Believing that Christ will come and our joy will be complete.
Such
was the Christian life of our first parents, Adam and Eve. They ate the forbidden fruit, and all at once
they were plunged into death. They died
spiritually with the first bite. They
began to die physically. They began to
age and decline. And they would die
eternally in hell. Hopelessness,
despair, misery, eternal separation from God, these are the fruits of sin. Except that God spoke His promise: The Seed
of the woman would crush the serpent’s head (Gen. 3:15). And so hope was born. Hope is bestowed by the Gospel, the promise
of God, Christ, the Savior. There is a
way out of death. It is the Seed of the
woman. It is the Son of God. Christ
is coming. And that is what Advent
means. Advent means coming, and it is
all about the coming of God in the flesh to save His people. So Advent is the season of hope, expectation,
anticipation, longing.
Adam
and Eve had hope in the promise of the Savior.
They believed the Word of the Lord.
So sure and certain were they in their hope that Eve thought her
firstborn, Cain, to be the Lord (4:1).
As it turns out, she was profoundly wrong, and we all know the sad end
of that story. And the longing is
intensified. Add murder to the
corruption of God’s good creation. But
Adam continued to preach the promise, as did the faithful in every
generation. And so the believers, Seth,
Noah, Abraham, Isaac, and Jacob, Moses, King David, and all the Prophets, all
those who held to God’s Word, they believed God, believed His saving promise,
and it was credited to them as righteousness.
Hope sustained them. Messiah is
coming, the Seed of the woman, the Seed of Abraham, David’s Son, yet David’s
Lord, Son of Man and Son of God.
Then
all at once it happened. The angel came
to Mary: “you will conceive in your womb
and bear a son, and you shall call his name Jesus… The Holy Spirit will come
upon you, and the power of the Most High will overshadow you; therefore the
child to be born will be called holy—the Son of God” (Luke 2:31, 35;
ESV). And so it was in that moment, for the
Word of the Lord does what it says. “And the Word became flesh and dwelt among
us” (John 1:14). Promise kept. Hope fulfilled.
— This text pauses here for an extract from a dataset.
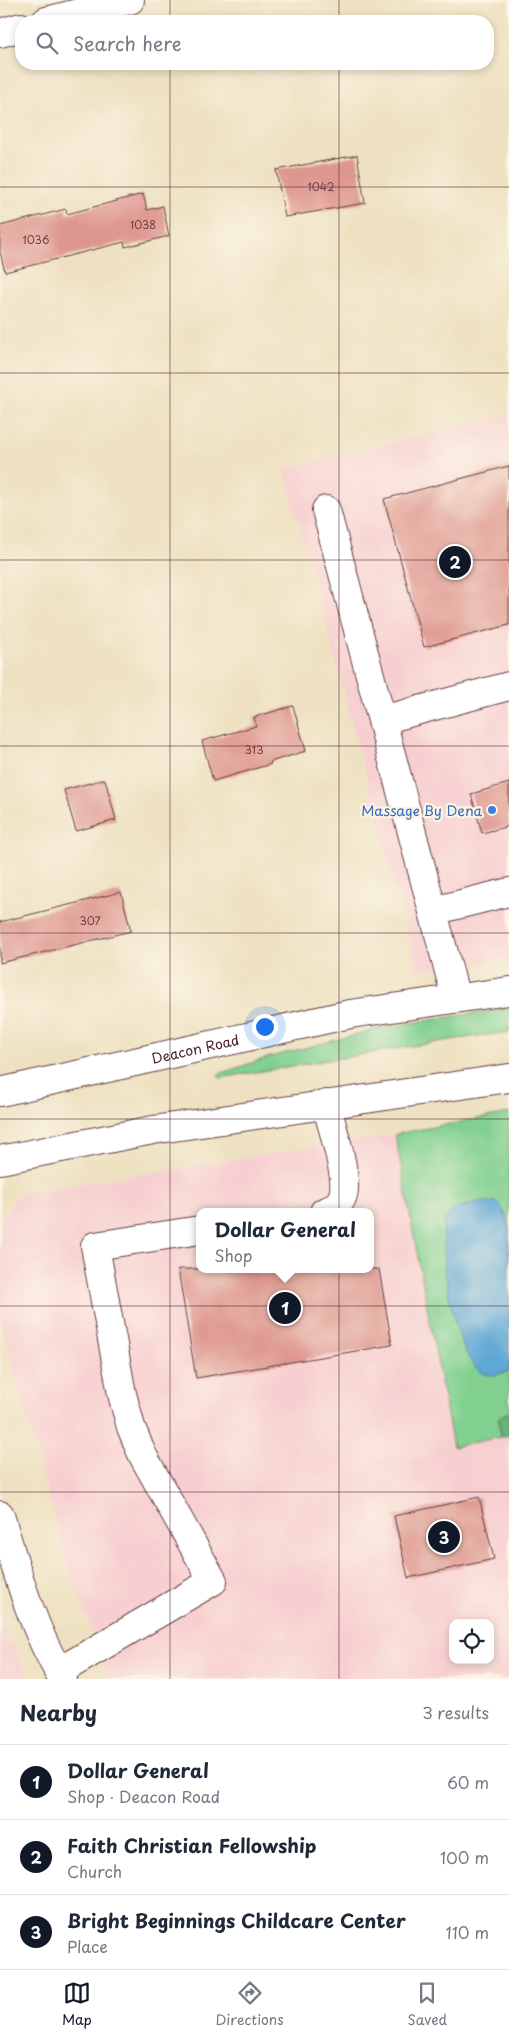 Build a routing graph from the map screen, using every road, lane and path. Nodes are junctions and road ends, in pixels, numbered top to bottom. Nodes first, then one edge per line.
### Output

In the fullness of time, the Savior of the
nations had come, born of a woman, born under the Law, to redeem those who were
under the Law, that we might receive adoption as sons (Gal. 4:4-5). The first coming of Jesus, His first Advent,
was about undoing what had gone wrong for all humanity in Adam’s fall, in our
sin. He came in the flesh to undo our
sin, and so to undo sin’s wages, namely death, by submitting Himself to death
on the cross. You see, Christmas, too,
is about the cross. It’s about Christ
crucified for sinners. It’s about Christ
crucified for you. Remember that in all your song-singing and
gift-wrapping and merry-making, amongst all the tinsel and glitter and the
decking of the halls, the eating and the drinking, that this is all finally not
about a jolly old elf or stockings hung by the chimney with care, but a Baby
born to shed His precious blood and die… For
you. For in so doing He crushes the
serpent’s head. That we may maintain a
salutary perspective toward Christmas, the Church observes this season of
preparation for His coming, the season of Advent. While the world is busy with the full-fledged
celebration of its version of the
holiday, we Christians are waiting. And
we’re listening as God speaks to us here about His Son, the Savior who has
come, whose birth we celebrate at Christmas.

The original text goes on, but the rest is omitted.